Iran 'Frees French Researcher' in Apparent Prisoner Swap
President Emmanuel Macron announced Saturday that Iran has freed a French researcher imprisoned in the Islamic republic after France released an Iranian threatened with extradition to the US.
Macron "is happy to announce the release of Roland Marchal, imprisoned in Iran since June 2019" but he "urges the Iranian authorities to immediately free" Fariba Adelkhah, an anthropologist, his office said.
France has for months demanded that Iran release Adelkhah and her partner Marchal, who were detained in June 2019, accused of plotting against national security. Their trial began in early March.
Adelkhah is a citizen of both Iran and France, but Tehran does not recognise dual nationality.
Iran has in recent months carried out prisoner exchanges with the US, Australia and Germany.
Marchal is due in France later Saturday, according to Macron's office.
Iranian judiciary's news agency Mizan Online reported Iranian Jallal Rohollahnejad had been freed by France on Friday. Iranian state TV later said he was already on a flight back to Tehran.
Rohollahnejad, "an Iranian engineer incarcerated for more than a year in French prisons and accused of circumventing American sanctions against Iran, has been freed today," the news agency added.
The French Court of Cassation had on March 11 approved "the request to extradite Rohollahnejad to the US, but the French government freed him, changing this decision", it added.
"Taking into account the cooperation of the (Iranian) judicial system's intention to release a French detainee through reducing sentences, the French government" freed the Iranian engineer "in an act of mutual cooperation", according to the report.
- Coronavirus fears -
Adelkhah, an anthropologist and expert on Shiite Islam, faces charges of "propaganda against the system" and "colluding to commit acts against national security", according to the researchers' lawyer, Said Dehghan.
Her colleague Marchal, a specialist on East Africa, is accused of the same national security charge, said the lawyer.
Their Paris-based support group and the French foreign ministry had sounded the alarm over the health of both detainees -- Adelkhah went on hunger strike for 49 days and Marchal's health is said to be deteriorating.
The support group has repeatedly said that the two are innocent of the charges they face.
Adding to concerns for the welfare of the prisoners, Iran has been hard hit by the novel coronavirus pandemic, behind only Italy and China in the official number of fatalities.
The death toll in the Islamic republic rose by 149 to 1,433, according to the latest official figures released on Friday.
- Prisoner releases -
Ahead of Iran's celebration of the Persian New Year starting Friday, authorities had released a number of international prisoners.
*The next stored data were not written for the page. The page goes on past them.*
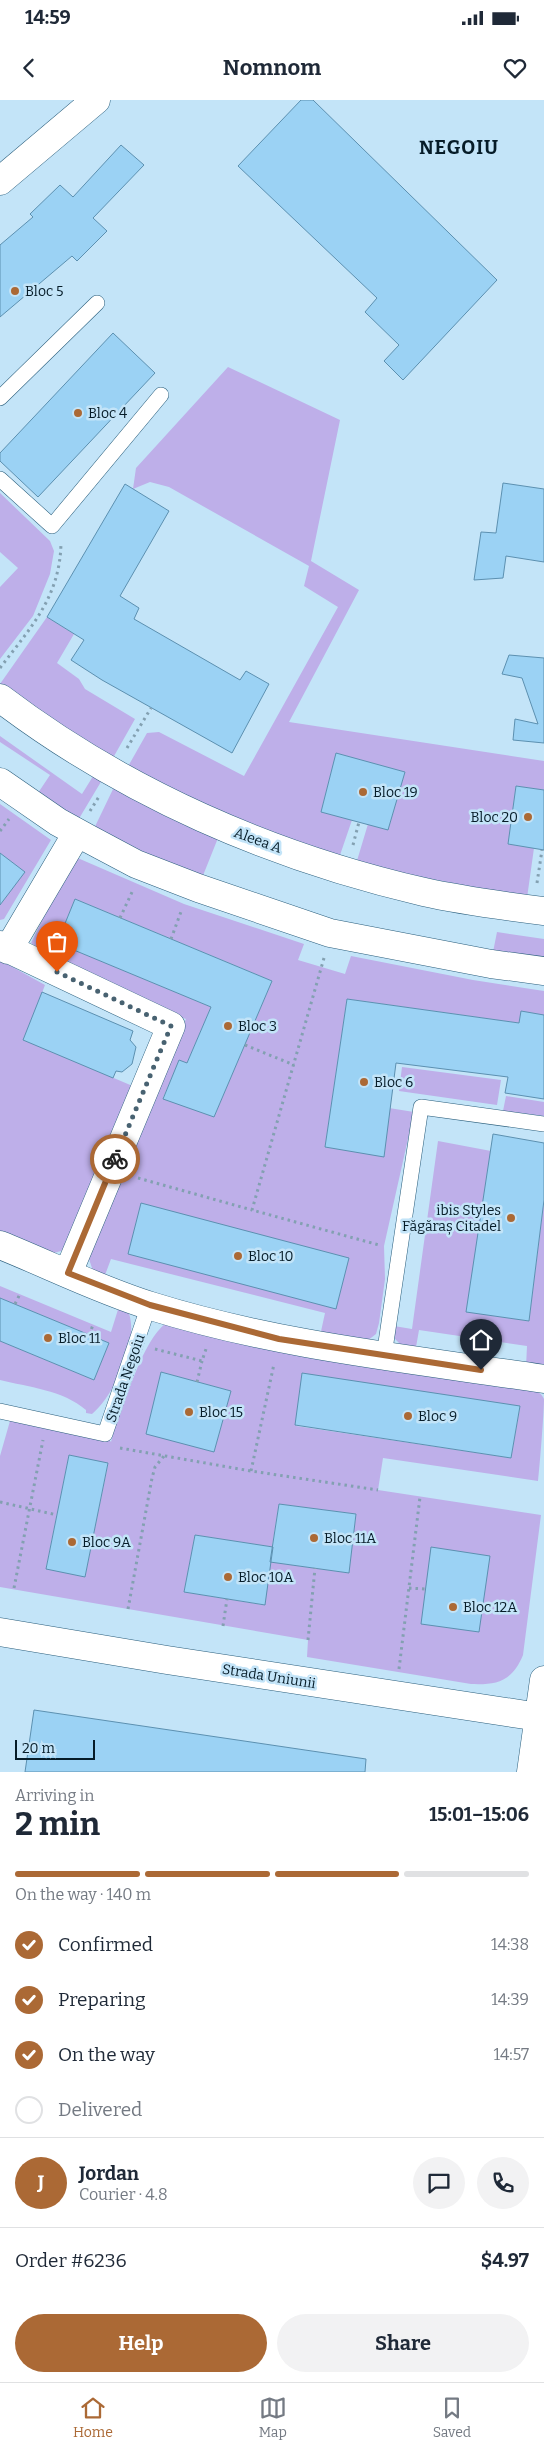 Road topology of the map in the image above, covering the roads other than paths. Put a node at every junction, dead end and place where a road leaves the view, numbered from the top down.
1 (96, 100) edge
2 (0, 181) edge
3 (97, 303) dead end
4 (161, 395) dead end
5 (0, 398) edge
6 (0, 479) edge
7 (0, 698) edge
8 (0, 782) edge
9 (77, 833) junction
10 (538, 910) edge
11 (4, 947) edge
12 (544, 971) edge
13 (544, 1124) edge
14 (0, 1245) edge
15 (68, 1273) junction
16 (150, 1305) junction
17 (384, 1356) junction
18 (544, 1379) edge
19 (0, 1411) edge
20 (0, 1632) edge
21 (544, 1680) edge
22 (539, 1716) junction
23 (531, 1772) edge

1 - 2 street
3 - 5 lane
4 - 6 lane
7 - 10 street, Aleea A
8 - 9 street
9 - 11 street
9 - 12 street
11 - 15 street
13 - 17 lane
14 - 15 street
15 - 16 street
16 - 17 street
16 - 19 lane, Strada Negoiu
17 - 18 street
20 - 22 street, Strada Uniunii
21 - 22 street
22 - 23 street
US Navy veteran Michael White was freed on Thursday. He was handed over in the northeastern Iranian city of Mashhad to a team from Switzerland, which represents US interests in the absence of diplomatic relations, and flown to the capital Tehran, the US State Department said.
Iran this week also freed for two weeks Nazanin Zaghari-Ratcliffe, a British-Iranian dual national who worked for the Thomson Reuters Foundation, the media organisation's philanthropic arm.
Iran is still holding US citizens Siamak Namazi -- who was convicted on charges that include espionage and collaboration with the US government -- his father Baquer and environmental expert Morad Tahbaz.
The Islamic republic in December freed Xiyue Wang, a US academic, in an exchange for scientist Massoud Soleimani and said it was open to further swaps.